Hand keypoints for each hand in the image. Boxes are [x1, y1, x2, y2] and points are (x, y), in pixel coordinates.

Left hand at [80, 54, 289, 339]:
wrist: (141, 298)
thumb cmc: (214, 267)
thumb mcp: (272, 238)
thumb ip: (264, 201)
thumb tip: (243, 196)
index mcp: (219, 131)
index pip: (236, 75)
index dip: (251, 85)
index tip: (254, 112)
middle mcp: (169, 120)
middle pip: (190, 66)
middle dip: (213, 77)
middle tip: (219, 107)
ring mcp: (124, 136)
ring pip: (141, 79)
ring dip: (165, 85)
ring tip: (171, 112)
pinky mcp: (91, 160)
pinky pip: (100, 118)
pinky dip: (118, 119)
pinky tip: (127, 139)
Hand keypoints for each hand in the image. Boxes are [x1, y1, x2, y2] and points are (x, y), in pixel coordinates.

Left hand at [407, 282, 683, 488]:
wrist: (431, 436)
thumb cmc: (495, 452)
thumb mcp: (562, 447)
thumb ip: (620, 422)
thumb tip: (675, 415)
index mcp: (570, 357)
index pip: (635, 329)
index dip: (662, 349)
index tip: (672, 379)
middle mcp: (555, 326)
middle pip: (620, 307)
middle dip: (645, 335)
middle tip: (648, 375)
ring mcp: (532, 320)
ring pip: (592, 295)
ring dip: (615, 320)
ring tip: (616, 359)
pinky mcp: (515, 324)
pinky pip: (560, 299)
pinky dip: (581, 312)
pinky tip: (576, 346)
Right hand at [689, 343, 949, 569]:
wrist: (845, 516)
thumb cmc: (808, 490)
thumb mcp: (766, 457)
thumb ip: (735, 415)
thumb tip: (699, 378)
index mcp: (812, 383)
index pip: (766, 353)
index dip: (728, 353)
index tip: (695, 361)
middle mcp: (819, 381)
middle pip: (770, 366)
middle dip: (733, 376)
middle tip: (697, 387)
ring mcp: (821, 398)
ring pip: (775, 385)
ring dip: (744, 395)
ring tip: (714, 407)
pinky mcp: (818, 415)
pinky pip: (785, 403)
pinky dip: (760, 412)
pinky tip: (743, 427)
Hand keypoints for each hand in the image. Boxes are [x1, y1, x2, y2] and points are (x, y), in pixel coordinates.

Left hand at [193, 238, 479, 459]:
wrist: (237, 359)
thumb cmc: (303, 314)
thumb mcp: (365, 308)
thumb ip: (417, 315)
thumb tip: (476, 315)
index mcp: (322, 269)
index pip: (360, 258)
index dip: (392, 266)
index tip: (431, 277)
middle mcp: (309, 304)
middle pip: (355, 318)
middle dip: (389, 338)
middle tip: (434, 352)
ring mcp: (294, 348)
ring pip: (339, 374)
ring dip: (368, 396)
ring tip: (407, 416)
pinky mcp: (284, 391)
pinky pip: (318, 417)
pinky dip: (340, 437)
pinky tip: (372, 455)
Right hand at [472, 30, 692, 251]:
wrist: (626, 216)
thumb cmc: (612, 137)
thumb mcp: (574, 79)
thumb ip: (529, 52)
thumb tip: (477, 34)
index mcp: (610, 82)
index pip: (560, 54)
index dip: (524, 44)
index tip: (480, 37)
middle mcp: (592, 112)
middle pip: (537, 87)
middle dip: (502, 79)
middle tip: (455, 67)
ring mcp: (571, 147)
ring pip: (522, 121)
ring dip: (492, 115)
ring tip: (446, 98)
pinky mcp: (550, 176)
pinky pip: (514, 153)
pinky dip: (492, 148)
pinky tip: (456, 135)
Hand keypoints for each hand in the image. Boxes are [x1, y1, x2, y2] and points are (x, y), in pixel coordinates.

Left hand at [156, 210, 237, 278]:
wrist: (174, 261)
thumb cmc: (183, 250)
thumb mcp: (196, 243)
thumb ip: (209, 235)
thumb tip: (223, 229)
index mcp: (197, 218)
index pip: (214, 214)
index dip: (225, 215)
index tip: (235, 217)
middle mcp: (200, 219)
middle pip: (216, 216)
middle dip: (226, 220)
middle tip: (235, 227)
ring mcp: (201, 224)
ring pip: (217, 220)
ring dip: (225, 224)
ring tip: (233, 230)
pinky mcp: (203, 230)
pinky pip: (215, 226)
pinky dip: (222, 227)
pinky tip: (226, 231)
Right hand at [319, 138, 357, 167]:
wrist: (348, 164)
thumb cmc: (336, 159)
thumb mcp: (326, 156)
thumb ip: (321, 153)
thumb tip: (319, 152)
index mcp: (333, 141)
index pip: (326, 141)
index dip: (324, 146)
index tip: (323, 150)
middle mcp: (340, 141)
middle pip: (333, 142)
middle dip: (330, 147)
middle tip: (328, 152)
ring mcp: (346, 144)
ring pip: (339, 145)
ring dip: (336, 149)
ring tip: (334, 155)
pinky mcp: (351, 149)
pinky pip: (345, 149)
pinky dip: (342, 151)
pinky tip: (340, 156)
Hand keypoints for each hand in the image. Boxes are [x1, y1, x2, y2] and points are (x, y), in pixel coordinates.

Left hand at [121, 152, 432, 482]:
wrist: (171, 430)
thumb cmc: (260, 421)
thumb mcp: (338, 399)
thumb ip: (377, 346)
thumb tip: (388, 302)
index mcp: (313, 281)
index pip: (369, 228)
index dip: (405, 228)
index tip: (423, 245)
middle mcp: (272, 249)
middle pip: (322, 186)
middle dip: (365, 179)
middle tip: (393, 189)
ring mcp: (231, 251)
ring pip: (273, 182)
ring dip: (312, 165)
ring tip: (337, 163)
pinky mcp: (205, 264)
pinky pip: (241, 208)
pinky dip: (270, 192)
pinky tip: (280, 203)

------------------------------------------------------------------------

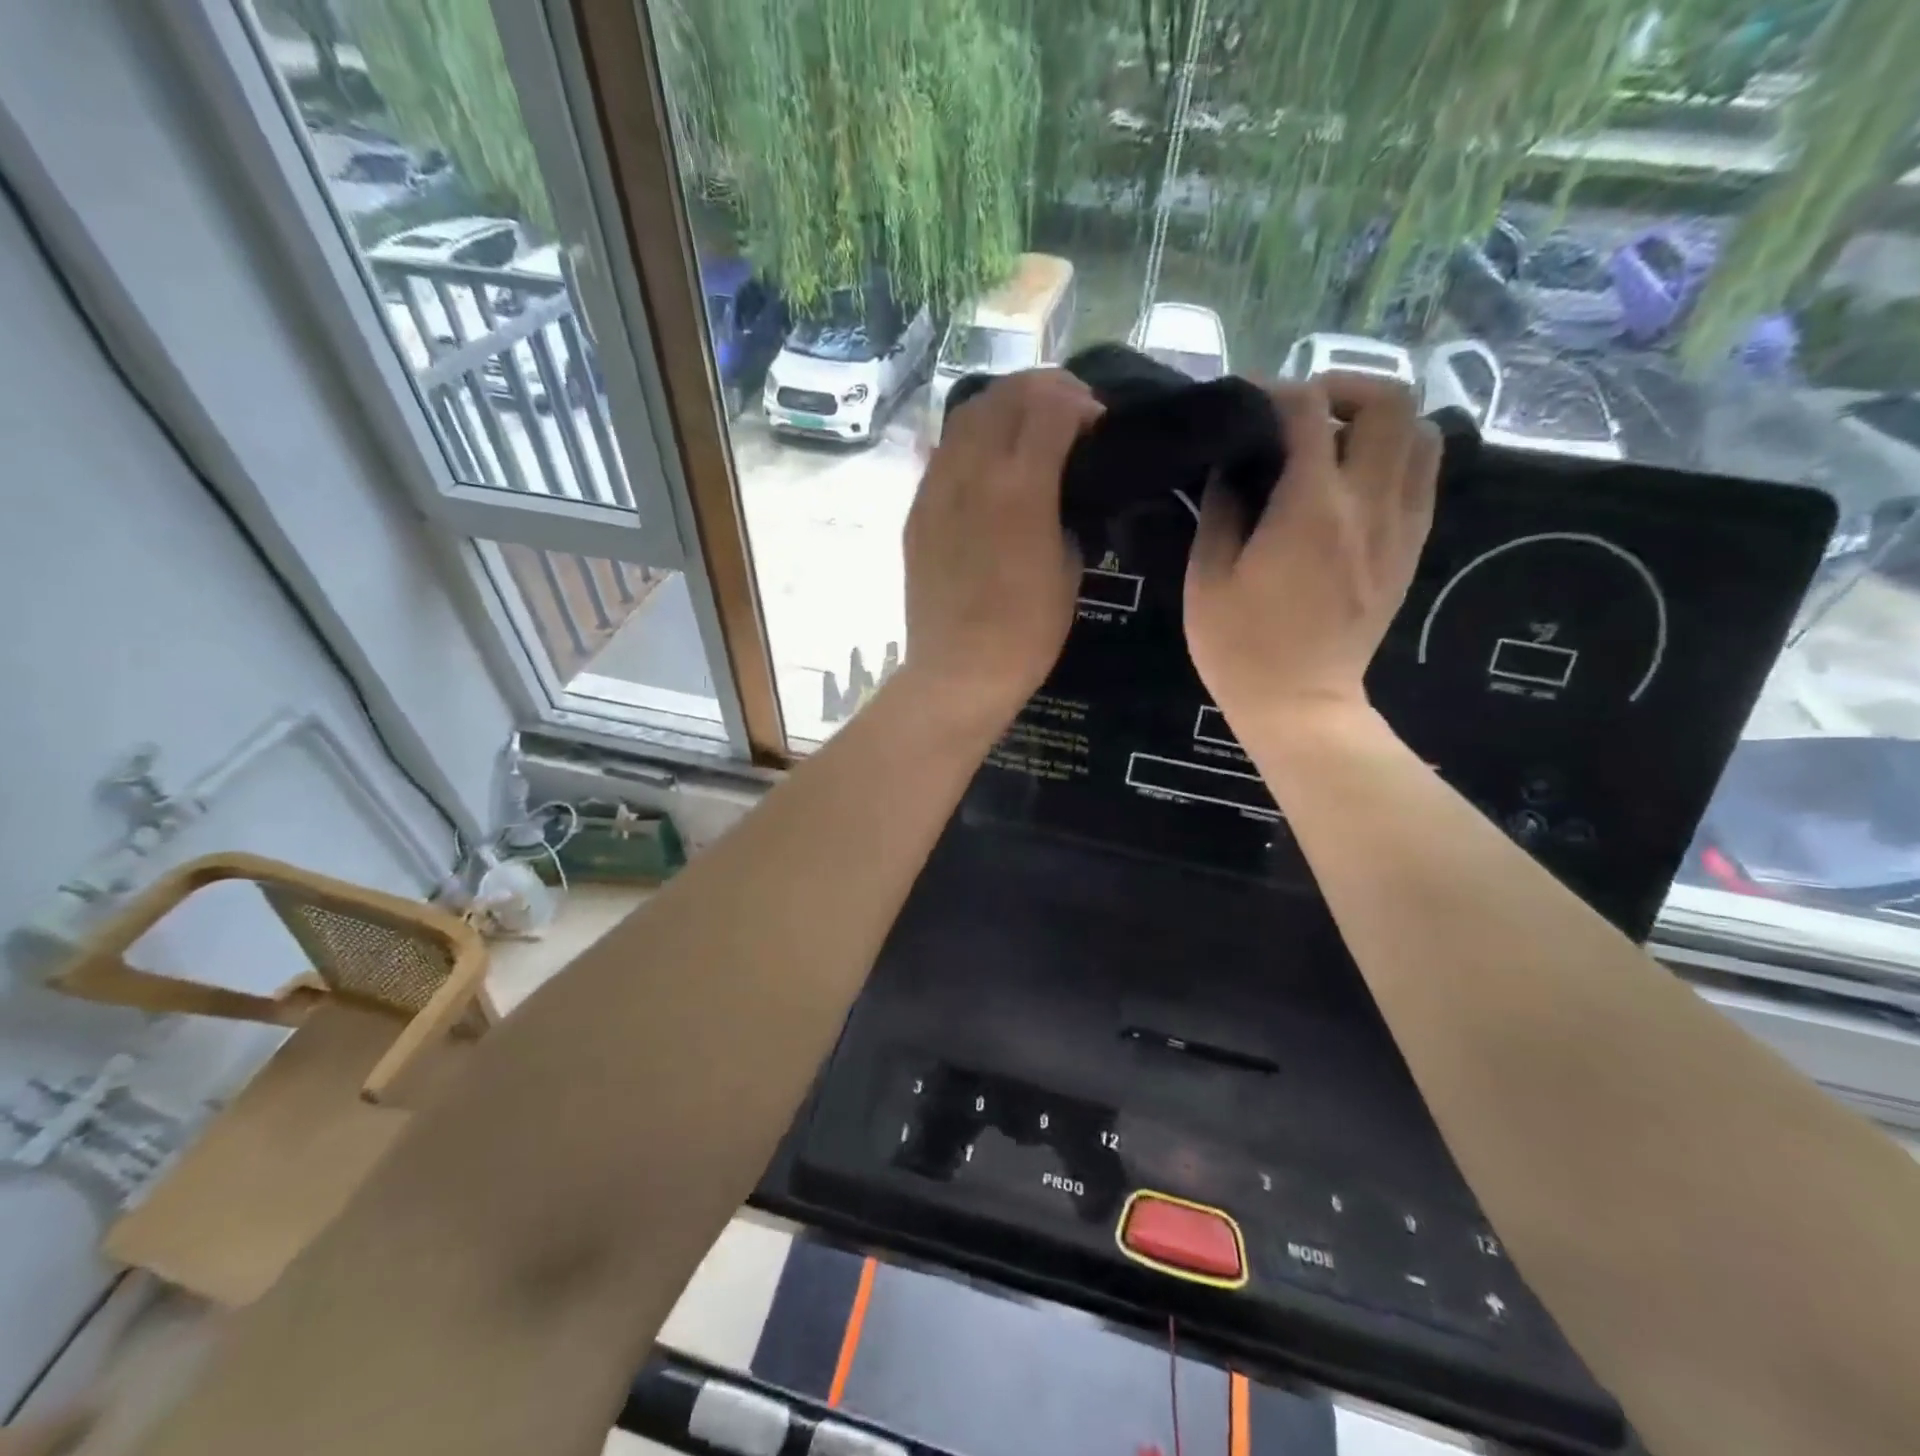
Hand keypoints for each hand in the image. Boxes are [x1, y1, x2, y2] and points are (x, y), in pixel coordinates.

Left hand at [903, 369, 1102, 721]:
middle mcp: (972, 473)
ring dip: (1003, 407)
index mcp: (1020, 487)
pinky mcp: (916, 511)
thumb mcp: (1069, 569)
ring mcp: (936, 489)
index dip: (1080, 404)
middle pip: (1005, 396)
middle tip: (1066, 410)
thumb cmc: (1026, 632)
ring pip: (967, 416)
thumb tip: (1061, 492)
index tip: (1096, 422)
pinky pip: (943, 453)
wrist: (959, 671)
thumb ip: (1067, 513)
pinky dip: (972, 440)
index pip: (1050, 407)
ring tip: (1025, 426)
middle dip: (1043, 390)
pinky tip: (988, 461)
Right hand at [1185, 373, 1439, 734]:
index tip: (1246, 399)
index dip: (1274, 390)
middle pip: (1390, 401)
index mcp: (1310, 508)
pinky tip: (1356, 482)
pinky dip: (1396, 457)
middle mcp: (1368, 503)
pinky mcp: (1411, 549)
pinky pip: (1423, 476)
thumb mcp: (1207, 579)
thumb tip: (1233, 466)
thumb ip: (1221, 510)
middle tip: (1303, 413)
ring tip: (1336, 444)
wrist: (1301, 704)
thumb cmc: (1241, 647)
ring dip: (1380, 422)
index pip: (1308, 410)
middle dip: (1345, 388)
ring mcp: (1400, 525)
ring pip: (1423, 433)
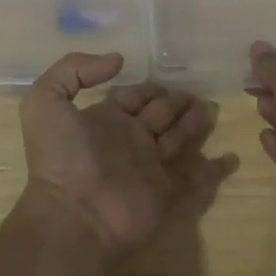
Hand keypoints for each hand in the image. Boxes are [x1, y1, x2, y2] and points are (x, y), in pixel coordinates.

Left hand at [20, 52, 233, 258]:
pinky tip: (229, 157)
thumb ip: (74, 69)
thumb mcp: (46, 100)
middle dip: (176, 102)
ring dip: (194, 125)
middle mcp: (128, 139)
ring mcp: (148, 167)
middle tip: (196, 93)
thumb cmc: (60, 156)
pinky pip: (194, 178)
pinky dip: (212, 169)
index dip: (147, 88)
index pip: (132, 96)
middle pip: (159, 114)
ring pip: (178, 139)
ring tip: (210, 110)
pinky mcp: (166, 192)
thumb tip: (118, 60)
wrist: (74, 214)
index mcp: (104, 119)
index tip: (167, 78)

------------------------------------------------------------------------

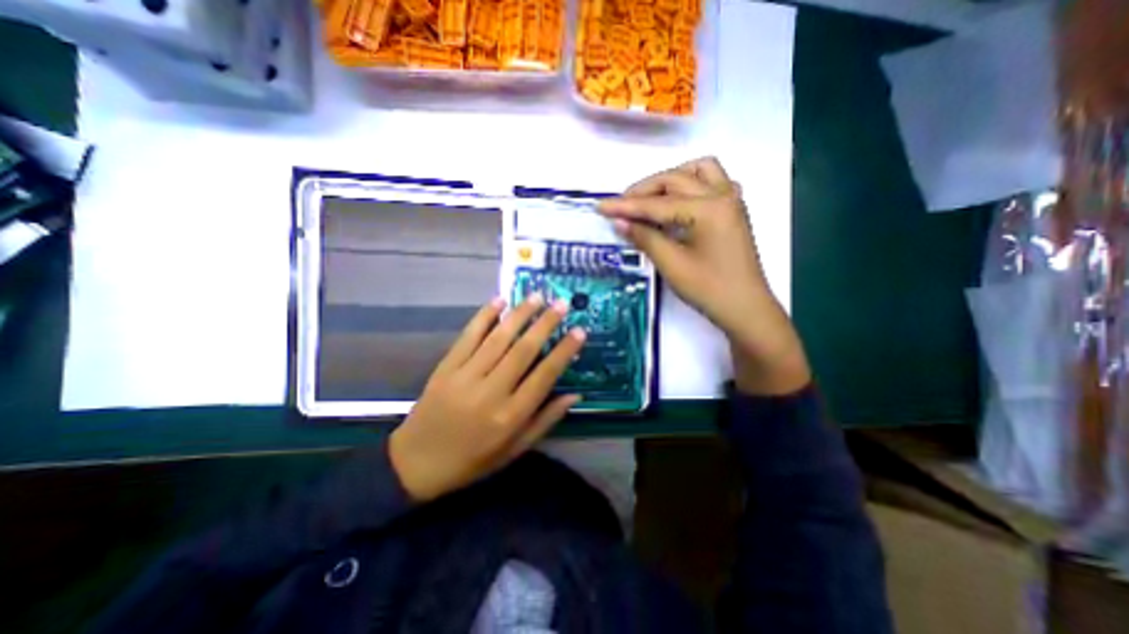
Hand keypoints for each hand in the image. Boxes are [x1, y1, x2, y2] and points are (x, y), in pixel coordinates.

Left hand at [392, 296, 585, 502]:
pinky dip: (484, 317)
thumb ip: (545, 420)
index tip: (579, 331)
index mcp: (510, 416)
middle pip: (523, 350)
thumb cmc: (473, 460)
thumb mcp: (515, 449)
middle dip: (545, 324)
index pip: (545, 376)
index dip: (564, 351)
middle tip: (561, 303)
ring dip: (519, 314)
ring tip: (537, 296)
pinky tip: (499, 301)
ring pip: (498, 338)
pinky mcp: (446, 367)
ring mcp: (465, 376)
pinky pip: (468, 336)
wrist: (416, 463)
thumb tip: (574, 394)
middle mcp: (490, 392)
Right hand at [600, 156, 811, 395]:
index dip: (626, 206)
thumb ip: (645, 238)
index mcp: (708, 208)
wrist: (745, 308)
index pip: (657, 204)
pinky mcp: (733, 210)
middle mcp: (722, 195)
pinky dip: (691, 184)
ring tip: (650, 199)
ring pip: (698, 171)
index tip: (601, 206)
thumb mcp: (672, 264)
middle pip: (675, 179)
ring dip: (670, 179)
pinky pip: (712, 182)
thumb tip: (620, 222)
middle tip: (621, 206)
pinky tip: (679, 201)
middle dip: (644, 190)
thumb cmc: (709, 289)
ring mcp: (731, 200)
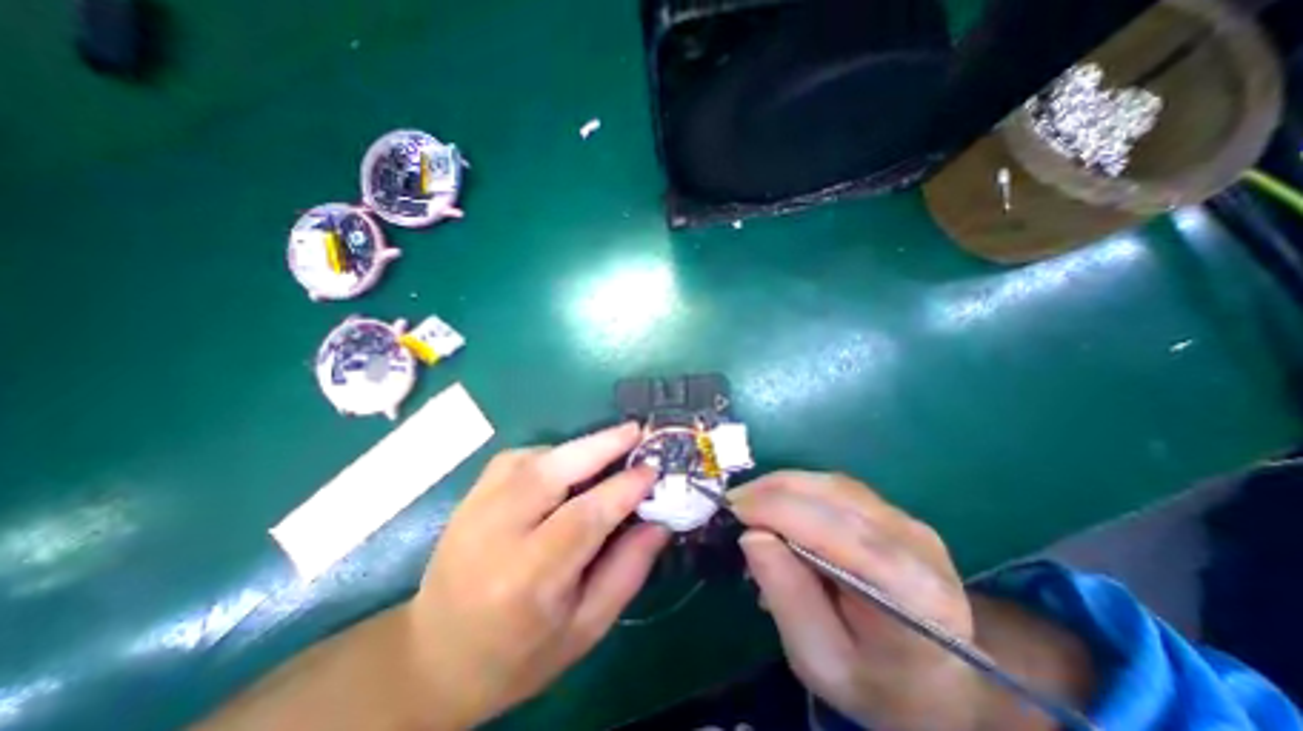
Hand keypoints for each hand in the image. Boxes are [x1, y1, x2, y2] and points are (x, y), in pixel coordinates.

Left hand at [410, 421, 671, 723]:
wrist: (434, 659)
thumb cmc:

------------------------------------------------------------------------

● **Instructions to follow**
Among the lines of the material above, find those with the word "Right". Copy each one.

● **Answer box**
Right hand at [689, 343, 949, 569]:
Right hand at [472, 30, 692, 251]:
Right hand at [319, 138, 357, 167]:
Right hand at [1185, 373, 1439, 734]:
Right hand at [600, 156, 811, 395]:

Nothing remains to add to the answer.